Recently I’ve been reflecting on life and the meaning of it all.  As of late I’ve withdrawn from the internet and social medias out of fear.  Fear that I would log onto Twitter only to see news of another terrorist attack or an article informing me of the next moronic decision our incompetent President has made.  Medias and news sites are built to play on our fears because that’s what keeps us engaged; what makes us wonder, Could I be next?

Amidst all the foul news it’s hard to stay positive.  I’ve spent many a day, though more-so recently, contemplating what it all means.  Racking my brain to find an answer or a solution; meditating on the reason why we’re all here; just trying to understand.

But perhaps our purpose isn’t to understand.  Whether you believe in God or the Universe or the Self or the Big Bang, the common theme here is that we all come from something bigger than ourselves.  Take a minute to be humbled by that- each of us plays a small yet vital role in a much, much bigger plan imagined by some higher being of power.  I’ve been trying to understand this plan for years to no avail.

And I think I’ve finally discovered why:  Our reason for being isn’t to understand what this world means.  We were all placed here by some power that I can’t even begin to wrap my mind around, so to think that I would be able to comprehend said power’s plan is absurd.  We weren’t necessarily built to understand the why.  All we’re able to do is take each and every opportunity and experience the Universe grants us and roll with it.

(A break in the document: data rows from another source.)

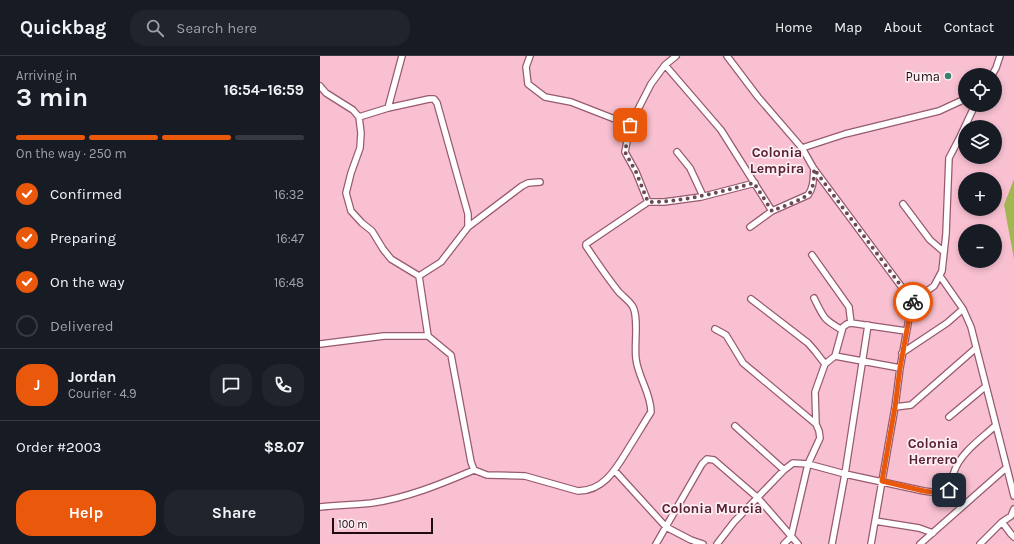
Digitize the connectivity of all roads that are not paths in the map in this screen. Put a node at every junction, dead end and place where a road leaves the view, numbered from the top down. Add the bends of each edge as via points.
1 (402, 56) edge
2 (530, 56) edge
3 (676, 56) edge
4 (727, 56) edge
5 (1000, 56) edge
6 (665, 65) junction
7 (996, 68) edge
8 (320, 86) edge
9 (958, 103) edge
10 (388, 108) junction
11 (972, 112) edge
12 (359, 117) junction
13 (630, 125) junction
14 (802, 148) junction
15 (677, 152) dead end
16 (814, 169) junction
17 (540, 182) dead end
18 (754, 183) junction
19 (703, 196) junction
20 (648, 202) junction
21 (904, 204) dead end
22 (772, 211) junction
23 (468, 227) junction
24 (750, 228) dead end
25 (944, 252) junction
26 (812, 255) dead end
27 (420, 276) junction
28 (940, 276) junction
29 (814, 298) dead end
30 (751, 299) dead end
31 (915, 304) junction
32 (963, 309) junction
33 (851, 323) junction
34 (868, 325) junction
35 (714, 329) dead end
36 (842, 330) junction
37 (906, 331) junction
38 (428, 336) junction
39 (320, 344) edge
40 (976, 348) junction
41 (902, 353) junction
42 (835, 356) junction
43 (862, 361) junction
44 (825, 364) junction
45 (900, 368) junction
46 (986, 387) junction
47 (895, 407) junction
48 (949, 417) dead end
49 (816, 424) junction
50 (736, 426) dead end
51 (996, 426) junction
52 (808, 464) junction
53 (1006, 468) junction
54 (474, 470) junction
55 (784, 470) junction
56 (615, 471) junction
57 (845, 474) junction
58 (882, 481) junction
59 (1014, 496) edge
60 (758, 498) junction
61 (320, 507) edge
62 (1014, 509) edge
63 (875, 520) junction
64 (1002, 522) junction
65 (666, 527) junction
66 (932, 533) junction
67 (791, 537) junction
68 (1014, 537) edge
69 (656, 544) edge
70 (702, 544) edge
71 (717, 544) edge
72 (784, 544) edge
73 (798, 544) edge
74 (832, 544) edge
75 (871, 544) edge
76 (920, 544) edge
77 (980, 544) edge

1 - 10 street
2 - 13 street via 526,67 528,84 545,97 571,102
3 - 6 street
4 - 14 street
5 - 7 street
6 - 13 street via 651,84
6 - 18 street via 721,130
8 - 12 street
9 - 14 street via 939,112 845,134
10 - 12 street
10 - 23 street via 429,99 434,99 437,103 468,214
11 - 25 street via 948,158
12 - 27 street via 360,148 346,193 351,211 372,231 391,258
13 - 20 street via 625,152
14 - 16 street
15 - 19 street via 690,168
16 - 22 street via 812,190 808,195
16 - 31 street
17 - 23 street via 522,186
18 - 19 street
18 - 22 street
19 - 20 street
20 - 56 street via 586,244 618,291 633,306 638,370 651,404 651,412
21 - 25 street via 930,240
22 - 24 street
23 - 27 street via 441,262
25 - 28 street
26 - 33 street via 849,308
27 - 38 street
28 - 31 street via 934,286
28 - 32 street
29 - 36 street via 826,321
30 - 44 street via 808,343
31 - 37 street
32 - 40 street
32 - 41 street
33 - 34 street
33 - 36 street via 844,325
34 - 37 street
34 - 43 street
35 - 49 street via 726,335 743,363
36 - 42 street
37 - 41 street
38 - 39 street via 384,336
38 - 54 street via 451,355
40 - 46 street
40 - 47 street via 911,405
41 - 45 street
42 - 43 street
42 - 44 street
43 - 45 street
43 - 57 street
44 - 49 street via 815,392
45 - 47 street
46 - 48 street
46 - 51 street
47 - 58 street
49 - 52 street via 820,438
50 - 55 street
51 - 53 street
51 - 58 street via 962,456 954,471 948,493 924,491
52 - 55 street via 793,464
52 - 57 street
52 - 67 street
53 - 59 street
53 - 66 street
54 - 56 street via 487,476 525,476 578,491 587,491 600,485
54 - 61 street via 437,486 372,503
55 - 60 street
56 - 65 street
57 - 58 street
57 - 74 street
58 - 63 street
60 - 65 street via 714,460 707,458
60 - 67 street
60 - 71 street
62 - 64 street via 1011,516
63 - 66 street
63 - 75 street
64 - 68 street
64 - 77 street
65 - 69 street
65 - 70 street
66 - 76 street
67 - 72 street
67 - 73 street

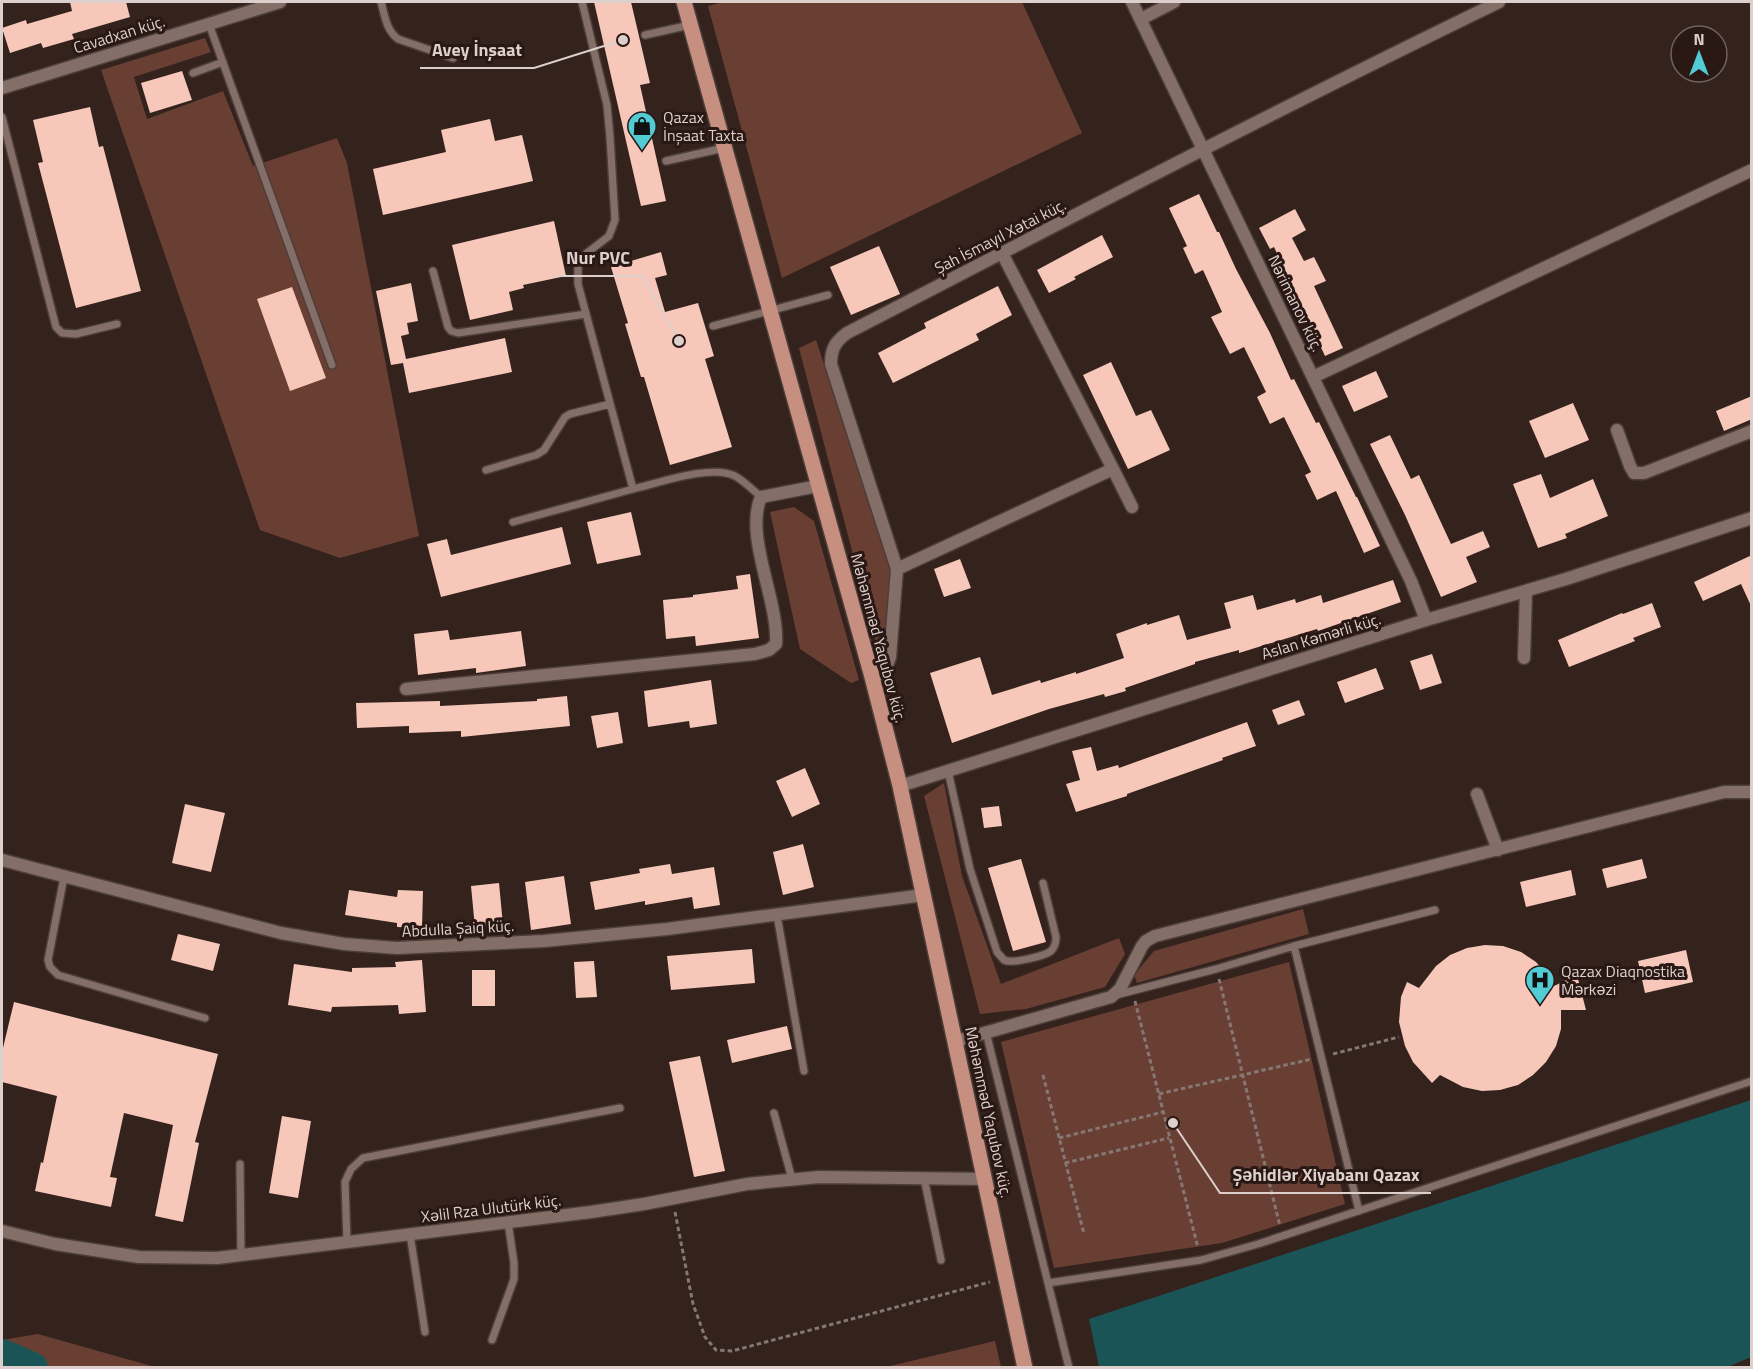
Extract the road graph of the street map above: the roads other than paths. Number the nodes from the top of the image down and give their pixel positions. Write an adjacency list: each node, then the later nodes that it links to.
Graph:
1 (280, 2): 9 (street, Cavadxan küç.)
2 (381, 2): 12 (lane)
3 (582, 2): 25 (lane)
4 (684, 2): 10 (main road, Məhəmməd Yaqubov küç.)
5 (1132, 2): 8 (street, Nərimanov küç.)
6 (1174, 2): 8 (street)
7 (1499, 2): 18 (street, Şah İsmayıl Xətai küç.)
8 (1141, 19): 18 (street, Nərimanov küç.)
9 (209, 24): 13 (lane); 15 (street, Cavadxan küç.)
10 (690, 25): 11 (lane); 17 (main road, Məhəmməd Yaqubov küç.)
11 (645, 35)
12 (453, 58)
13 (224, 62): 14 (lane); 28 (lane)
14 (193, 73)
15 (2, 88)
16 (2, 117): 26 (lane)
17 (724, 148): 19 (lane); 24 (main road, Məhəmməd Yaqubov küç.)
18 (1204, 150): 21 (street, Şah İsmayıl Xətai küç.); 29 (street, Nərimanov küç.)
19 (666, 161)
20 (1752, 170): 29 (street)
21 (1002, 253): 34 (street); 41 (street, Şah İsmayıl Xətai küç.)
22 (433, 272): 25 (lane)
23 (828, 294): 24 (lane)
24 (770, 310): 27 (lane); 35 (main road, Məhəmməd Yaqubov küç.)
25 (586, 314): 30 (lane)
26 (117, 324)
27 (713, 326)
28 (333, 365)
29 (1313, 377): 43 (street, Nərimanov küç.)
30 (610, 404): 33 (lane); 36 (lane)
31 (1617, 430): 32 (street)
32 (1752, 431)
33 (486, 470)
34 (1113, 470): 38 (street); 41 (street)
35 (818, 486): 37 (street); 45 (main road, Məhəmməd Yaqubov küç.)
36 (633, 489): 37 (lane); 40 (lane)
37 (761, 497): 46 (street)
38 (1132, 507)
39 (1752, 518): 42 (street, Aslan Kəmərli küç.)
40 (513, 522)
41 (897, 569): 45 (street, Şah İsmayıl Xətai küç.)
42 (1526, 591): 43 (street, Aslan Kəmərli küç.); 44 (street)
43 (1426, 620): 47 (street, Aslan Kəmərli küç.)
44 (1524, 658)
45 (872, 677): 48 (main road, Məhəmməd Yaqubov küç.)
46 (406, 689)
47 (948, 771): 48 (street, Aslan Kəmərli küç.); 54 (lane)
48 (900, 786): 55 (main road, Məhəmməd Yaqubov küç.)
49 (1752, 792): 51 (street)
50 (1477, 794): 51 (street)
51 (1498, 850): 59 (street)
52 (2, 860): 53 (street, Abdulla Şaiq küç.)
53 (64, 877): 57 (street, Abdulla Şaiq küç.); 60 (lane)
54 (1043, 883)
55 (924, 895): 57 (street, Abdulla Şaiq küç.); 62 (main road, Məhəmməd Yaqubov küç.)
56 (1436, 910): 58 (lane)
57 (777, 915): 63 (lane)
58 (1294, 946): 59 (lane); 71 (lane)
59 (1111, 997): 61 (street)
60 (205, 1018)
61 (986, 1032): 62 (street); 78 (lane)
62 (956, 1041): 70 (main road, Məhəmməd Yaqubov küç.)
63 (804, 1071)
64 (1752, 1081): 71 (lane)
65 (620, 1108): 75 (lane)
66 (774, 1113): 69 (lane)
67 (240, 1164): 76 (lane)
68 (924, 1178): 69 (street, Xəlil Rza Ulutürk küç.); 70 (street, Xəlil Rza Ulutürk küç.); 77 (lane)
69 (792, 1179): 72 (street, Xəlil Rza Ulutürk küç.)
70 (985, 1179): 81 (main road, Məhəmməd Yaqubov küç.)
71 (1359, 1211): 78 (lane)
72 (508, 1222): 74 (street, Xəlil Rza Ulutürk küç.); 80 (lane)
73 (2, 1232): 76 (street, Xəlil Rza Ulutürk küç.)
74 (410, 1234): 75 (street, Xəlil Rza Ulutürk küç.); 79 (lane)
75 (347, 1242): 76 (street, Xəlil Rza Ulutürk küç.)
76 (241, 1256)
77 (941, 1260)
78 (1048, 1283): 82 (lane)
79 (425, 1332)
80 (492, 1340)
81 (1025, 1368)
82 (1069, 1368)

“The most authentic thing about us is our capacity to create, to overcome, to endure, to transform, to love and to be greater than our suffering.” –Ben Okri

We are here to discover within us our own ability to love unconditionally, especially when it’s not easy; to forgive and let go of the resentment and hatred that can fester within us like nothing else can; to practice compassion; to live without fear holding us back; to let go of what we think should be and learn to appreciate what is; to grow from our mistakes; to overcome our own ego; to be greater than the greed that our society has prioritized; to experience grief and overcome our sufferings; to come together as a community and stand up for each of our innate rights as a human being; to navigate life mindfully and purposefully.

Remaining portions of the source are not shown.